# Assigned task:
Look through the material below and report every line that includes "above".

# Dataset records:

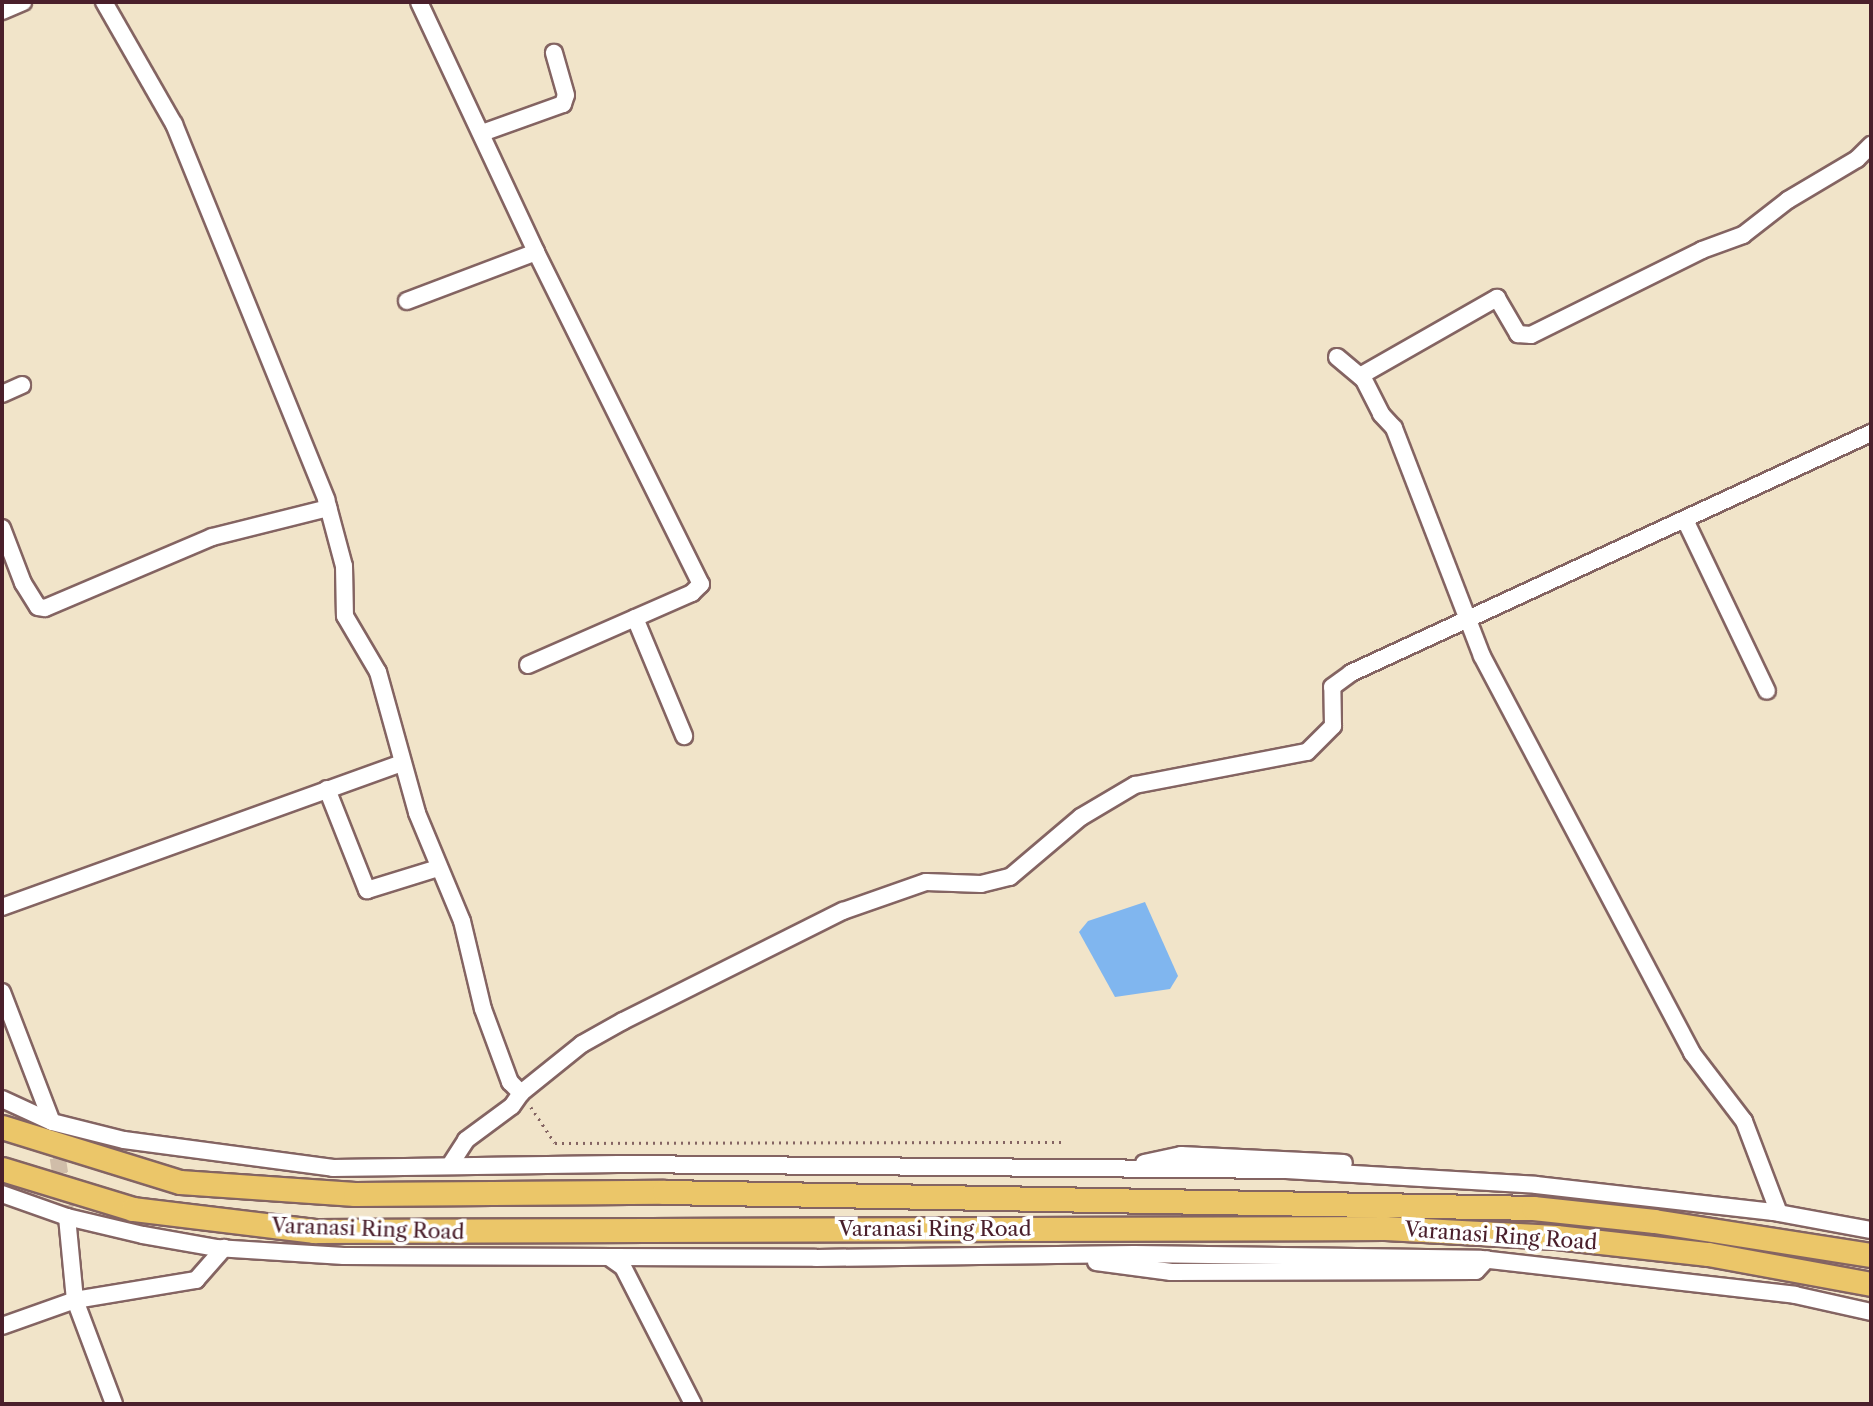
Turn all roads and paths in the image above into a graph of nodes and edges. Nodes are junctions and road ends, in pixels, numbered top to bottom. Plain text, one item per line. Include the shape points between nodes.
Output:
1 (23, 2) edge
2 (104, 2) edge
3 (419, 2) edge
4 (2, 11) edge
5 (554, 53) dead end
6 (482, 134) junction
7 (1871, 145) edge
8 (536, 251) junction
9 (407, 301) dead end
10 (1337, 357) dead end
11 (1360, 376) junction
12 (22, 385) dead end
13 (2, 394) edge
14 (1871, 433) edge
15 (328, 508) junction
16 (1686, 522) junction
17 (2, 528) edge
18 (635, 618) junction
19 (1466, 621) junction
20 (528, 665) dead end
21 (1767, 691) dead end
22 (684, 736) dead end
23 (402, 763) junction
24 (327, 789) junction
25 (439, 869) junction
26 (2, 907) edge
27 (2, 992) edge
28 (521, 1093) junction
29 (2, 1099) edge
30 (52, 1122) junction
31 (2, 1127) edge
32 (1061, 1142) dead end
33 (450, 1165) junction
34 (2, 1168) edge
35 (2, 1194) edge
36 (1779, 1213) junction
37 (67, 1217) junction
38 (1871, 1230) edge
39 (224, 1248) junction
40 (1871, 1255) edge
41 (610, 1258) junction
42 (1871, 1283) edge
43 (75, 1300) junction
44 (1871, 1312) edge
45 (2, 1326) edge
46 (114, 1404) edge
47 (693, 1404) edge

1 - 4 street
2 - 15 street via 174,124
3 - 6 street
5 - 6 street via 566,95 563,104
6 - 8 street
7 - 11 street via 1743,235 1702,250 1531,335 1518,334 1497,298
8 - 9 street
8 - 18 street via 701,584 692,593
10 - 11 street
11 - 19 street via 1394,428
12 - 13 street
14 - 16 street
15 - 17 street via 212,537 45,608 38,607 23,583
15 - 23 street via 344,566 345,616 378,672
16 - 19 street
16 - 21 street
18 - 20 street
18 - 22 street
19 - 28 street via 1339,681 1330,694 1333,726 1307,752 1135,785 1081,817 1010,877 981,884 926,883 843,911 582,1044
19 - 36 street via 1692,1053 1744,1121
23 - 24 street
23 - 25 street
24 - 25 street via 367,890
24 - 26 street
25 - 28 street via 462,921 478,992 510,1082
27 - 30 street
28 - 32 path via 555,1143
28 - 33 street via 512,1106 466,1140
29 - 30 street
30 - 33 street via 124,1140 333,1168
31 - 40 highway via 180,1182 355,1195 664,1192 1533,1208 1654,1221
33 - 36 street via 1286,1170 1536,1185
34 - 42 highway, Varanasi Ring Road via 133,1209 314,1231 1385,1228 1556,1237 1708,1254
35 - 37 street
36 - 38 street
37 - 39 street
37 - 43 street
39 - 41 street via 344,1256
39 - 43 street via 197,1280
41 - 44 street via 1487,1259 1795,1295
41 - 47 street via 623,1267
43 - 45 street
43 - 46 street

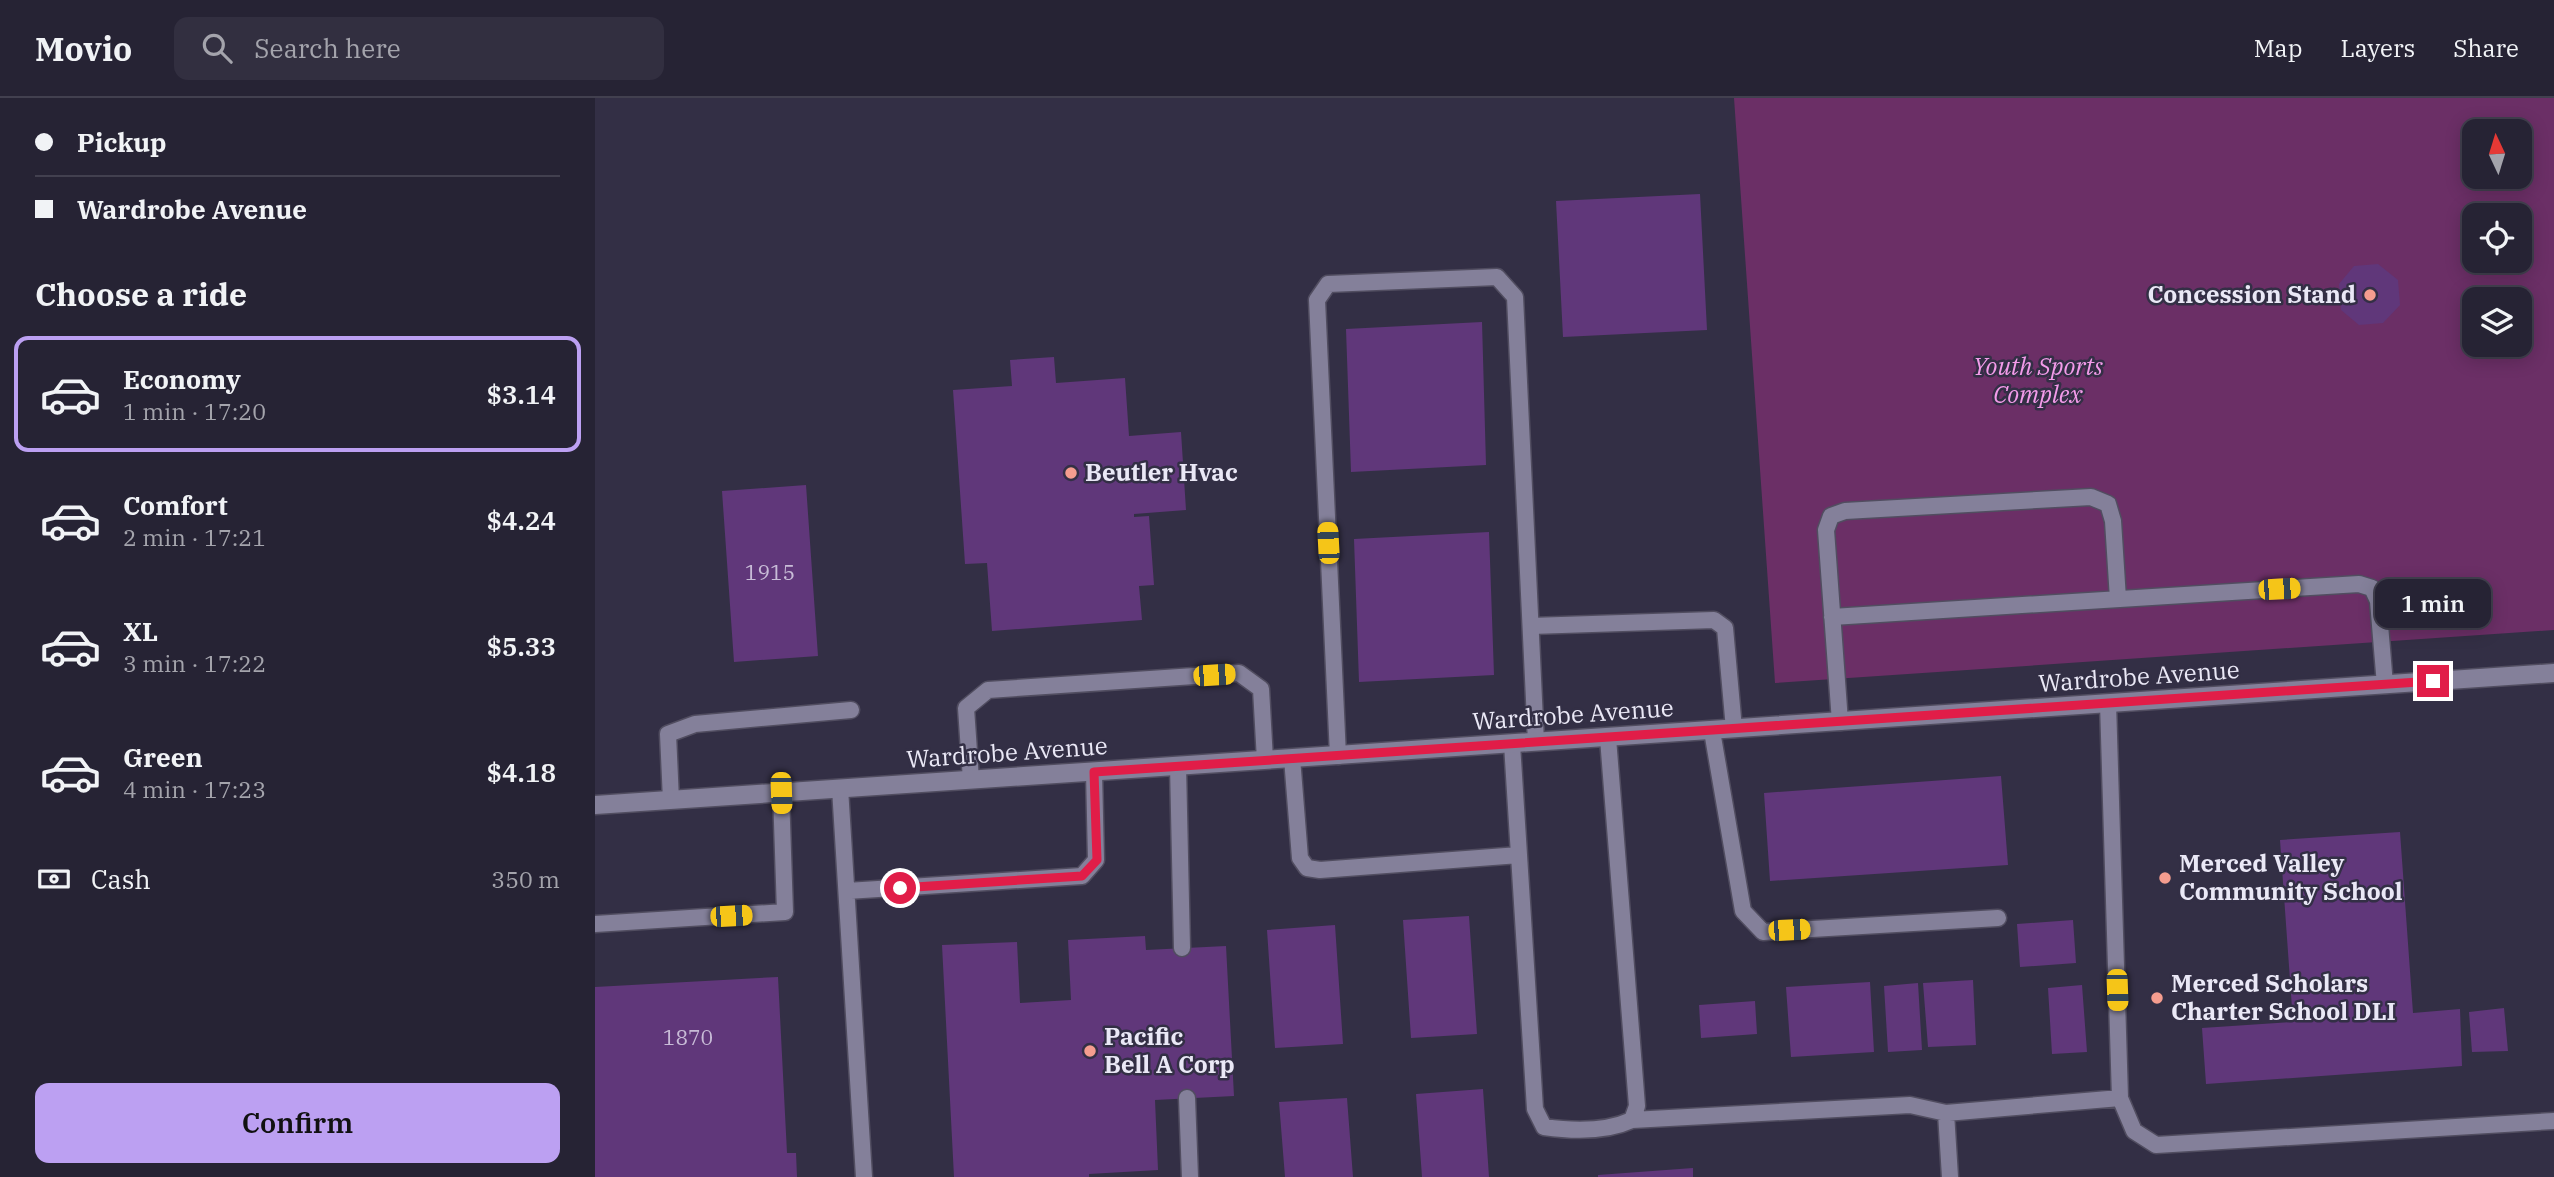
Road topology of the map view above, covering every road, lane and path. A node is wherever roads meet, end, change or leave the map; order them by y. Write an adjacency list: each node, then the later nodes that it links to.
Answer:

# Written answer:
Turn all roads and paths in the image above into a graph of nodes and edges. Nodes are junctions and road ends, in pixels, numbered top to bottom. Plain text, one item per line. Include the shape points between nodes.
Road topology of the map view above, covering every road, lane and path. A node is wherever roads meet, end, change or leave the map; order them by y. Write an adjacency list: each node, then the later nodes that it links to.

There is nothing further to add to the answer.